Planning Director Jack Simoneau emphasized that the thoroughfare study is not a detailed, set-in-stone document calling for immediate action, but “looks 20 years out.”
At the Nov. 4 Board of Commissioners meeting, the thoroughfare study received negative and often venomous opposition from a half-dozen owners of property on or near the roads. Some accused the town commissioners of trying to approve the study before elections Nov. 5, calling it a “land grab” and accusing the town of misfeasance in its study.
The board put off a decision on both plans to allow the Planning Department to gather more details.
“We will be addressing some of questions about how we arrived at some of our figures,” said Zac Gordon, a Huntersville principal planner.
“Most of it will be about why we’ve aligned them the way we have, to avoid putting in so many bridges (over creeks and swales). Moving dirt is always cheaper than the concrete and steel it takes to build bridges. We want to value-engineer this.”
Both plans go back before the Board of Commissioners on Jan. 6.
Cornelius plans land use
Farther north, in Cornelius, Planning Director Wayne Herron said a new draft of the land-use plan was set to be reviewed by the Board of Commissioners on Monday, but will not be up for approval until Dec. 16.
At a public hearing on Nov. 18, some property owners said the land-use plan’s call for increasing housing density from one house per 5 acres to one per 2 acres in the Bailey Road area was too dense to maintain its “rural character,” while others said it was not dense enough for them to market their land to developers.

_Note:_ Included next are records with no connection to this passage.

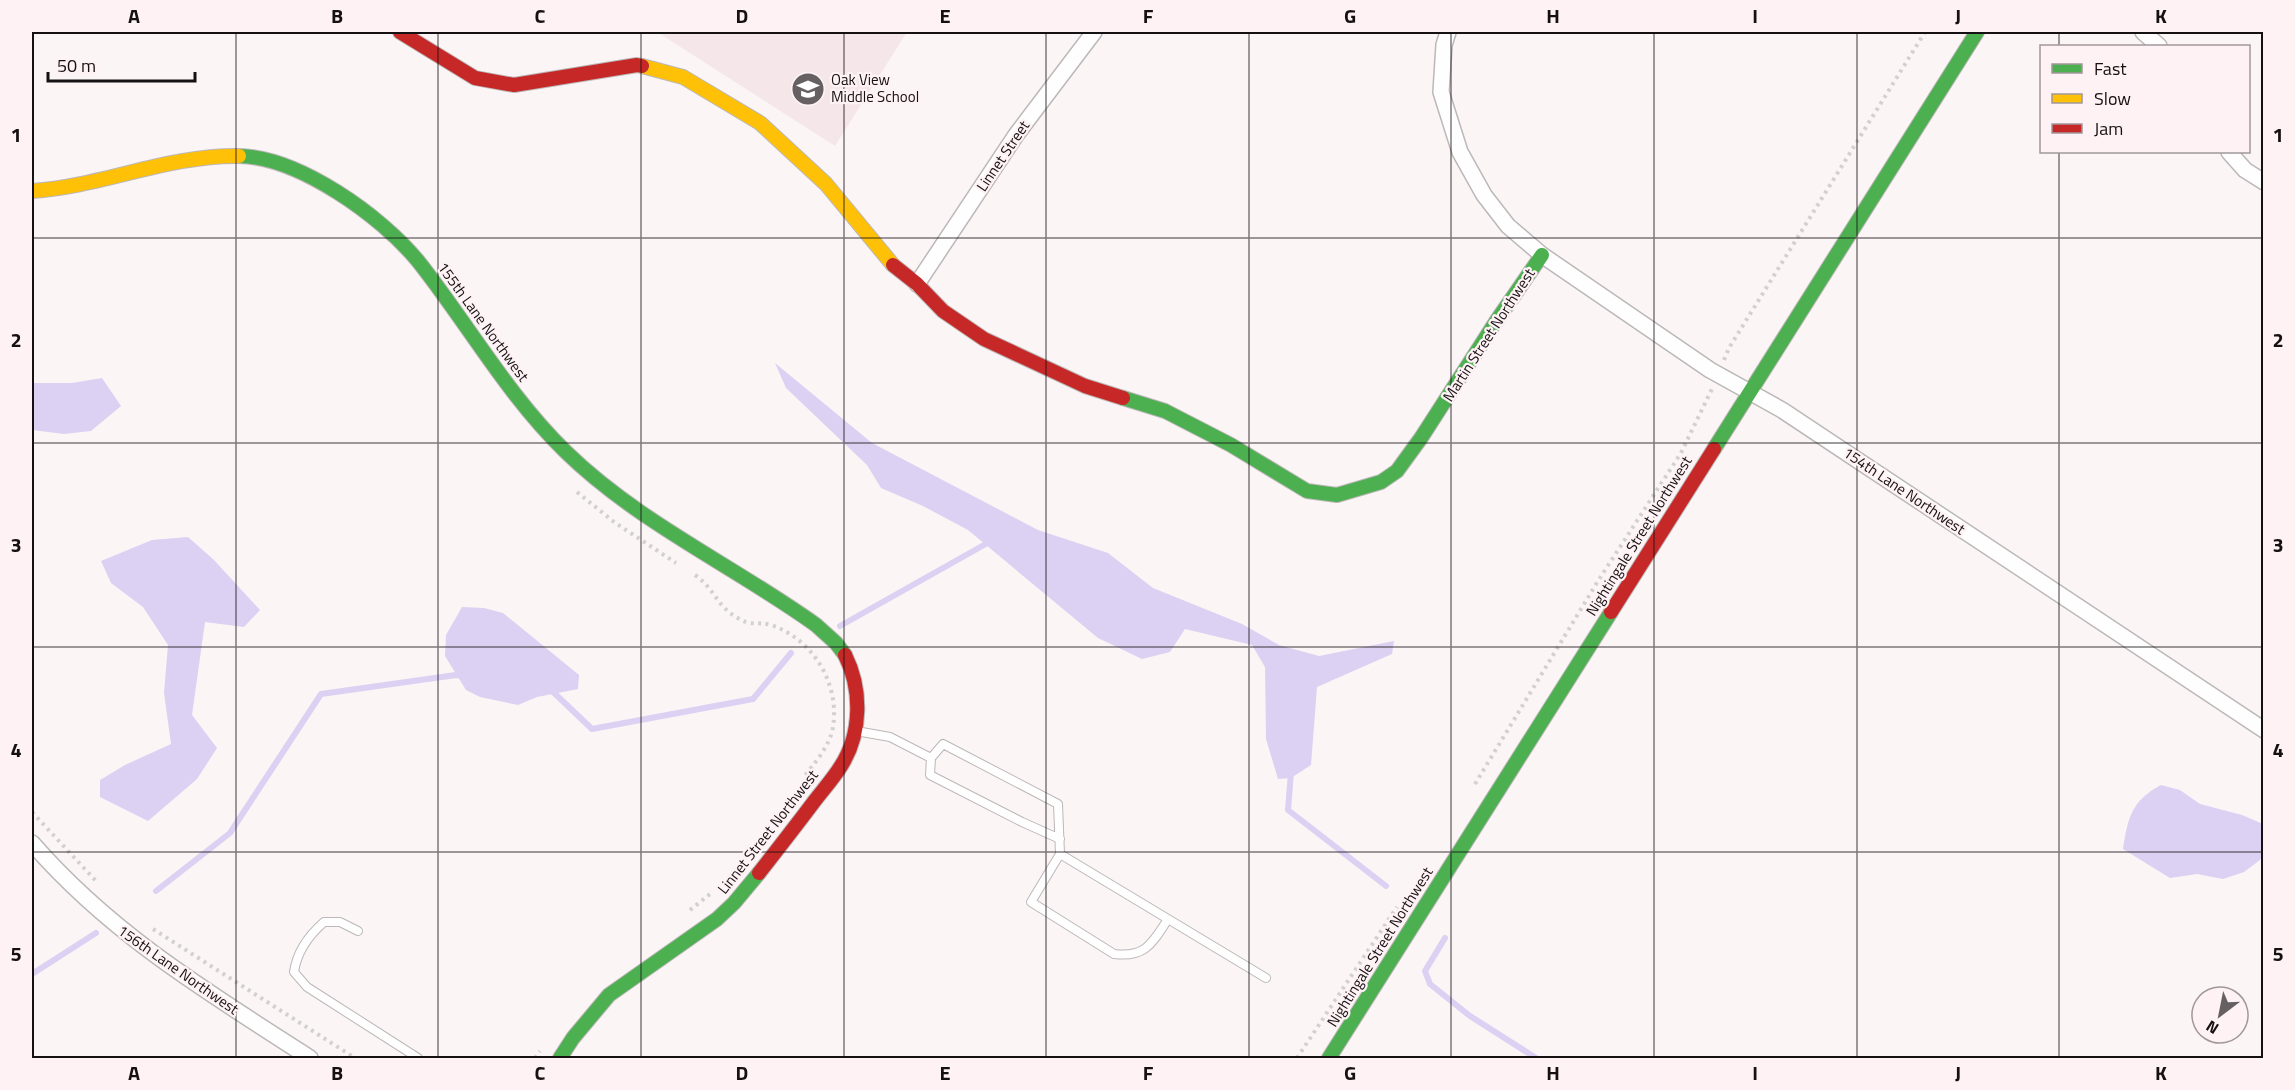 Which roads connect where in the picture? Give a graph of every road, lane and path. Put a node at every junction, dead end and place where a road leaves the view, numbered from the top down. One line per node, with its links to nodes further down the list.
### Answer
1 (400, 32): 12 (street, Martin Street Northwest)
2 (1094, 32): 12 (street, Linnet Street)
3 (1448, 32): 11 (street, Martin Street Northwest)
4 (1925, 32): 13 (path)
5 (1977, 32): 14 (street, Nightingale Street Northwest)
6 (2143, 32): 7 (street)
7 (2158, 45)
8 (2230, 153): 9 (street)
9 (2264, 182)
10 (32, 191): 19 (street, 155th Lane Northwest)
11 (1542, 255): 12 (street, Martin Street Northwest); 14 (street, 154th Lane Northwest)
12 (917, 284)
13 (1726, 356)
14 (1749, 392): 20 (street, 154th Lane Northwest); 44 (street, Nightingale Street Northwest)
15 (1708, 398): 24 (path)
16 (576, 490): 17 (path)
17 (678, 564)
18 (693, 573): 23 (path)
19 (848, 664): 21 (street, Linnet Street Northwest)
20 (2264, 730)
21 (854, 731): 22 (lane); 42 (street, Linnet Street Northwest)
22 (931, 758): 26 (lane); 26 (lane)
23 (798, 785)
24 (1471, 790)
25 (32, 812): 29 (path)
26 (1060, 838): 28 (lane)
27 (32, 843): 38 (street, 156th Lane Northwest)
28 (1060, 854): 33 (lane); 33 (lane)
29 (101, 885)
30 (718, 888): 32 (path)
31 (1402, 899): 43 (path)
32 (687, 912)
33 (1168, 919): 36 (lane)
34 (144, 923): 39 (path)
35 (358, 931): 40 (lane)
36 (1266, 978)
37 (541, 1050): 41 (path)
38 (310, 1059)
39 (355, 1059)
40 (418, 1059)
41 (535, 1059)
42 (560, 1059)
43 (1297, 1059)
44 (1329, 1059)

“We’ve been talking with citizens and making the rounds of commissioners, and we’re hearing comments but no consensus,” Herron said. “We’re going to publish a revised (land-use) map on our website, and we’re asking the commissioners to just receive the new draft at the Dec. 2 meeting, give them time to digest it and then listen to what they have to say on Dec. 16. It is possible after that second meeting that they will be able to make a decision” on whether to adopt the new plan.
Finally, even farther north, in Davidson, resolution has finally come for the Davidson Green School.
Davidson Planning Manager Ben McCrary over the summer approved the school’s plan to renovate and open in a house at 511 S. Main St. because, he said, the plan complied with the town’s zoning ordinance restrictions for the village infill zone where the house is located.
After McCrary made his decision, a neighbor of the school, architect John Burgess, filed an appeal of the decision, requiring a quasi-judicial hearing before the rarely called Board of Adjustment.
Burgess complained the building did not meet the ordinance’s standards for a civic building and argued that McCrary overstepped his authority in granting the project a variance without a public hearing before the town’s appointed Planning Board and/or elected Board of Commissioners.
On Dec. 14, a packed house at Davidson Town Hall watched and listened as five lawyers spent more than four hours making often-emotional and sometimes meandering cases for the three sides: Burgess (along with some like-minded neighbors), the town, and the school. It took the board less than an hour to discuss the testimony and to vote 3-2 in favor of the town’s administrative decision-making and the school’s $750,000 project.
Burgess had 30 days to appeal the board’s decision to the N.C. Superior Court, but chose not to.
After surmounting several minor state and county hurdles, the school – which started the school year in September in a temporary space at a local church – recently completed its minimal renovations to the house and moved its operations there.
Still more land-use issues in north Mecklenburg include an initial public hearing that was scheduled for Monday in Huntersville on an “enterprise center” proposed by a church-based nonprofit organization in the ramshackle Huntington Green mobile-home neighborhood.
And in Cornelius, outspoken local developer Jake Palillo is expected to appear once again on a to-be-announced date in January at Town Hall to hear a decision by the Board of Commissioners on his long-debated plans for a residential subdivision on Bailey Road.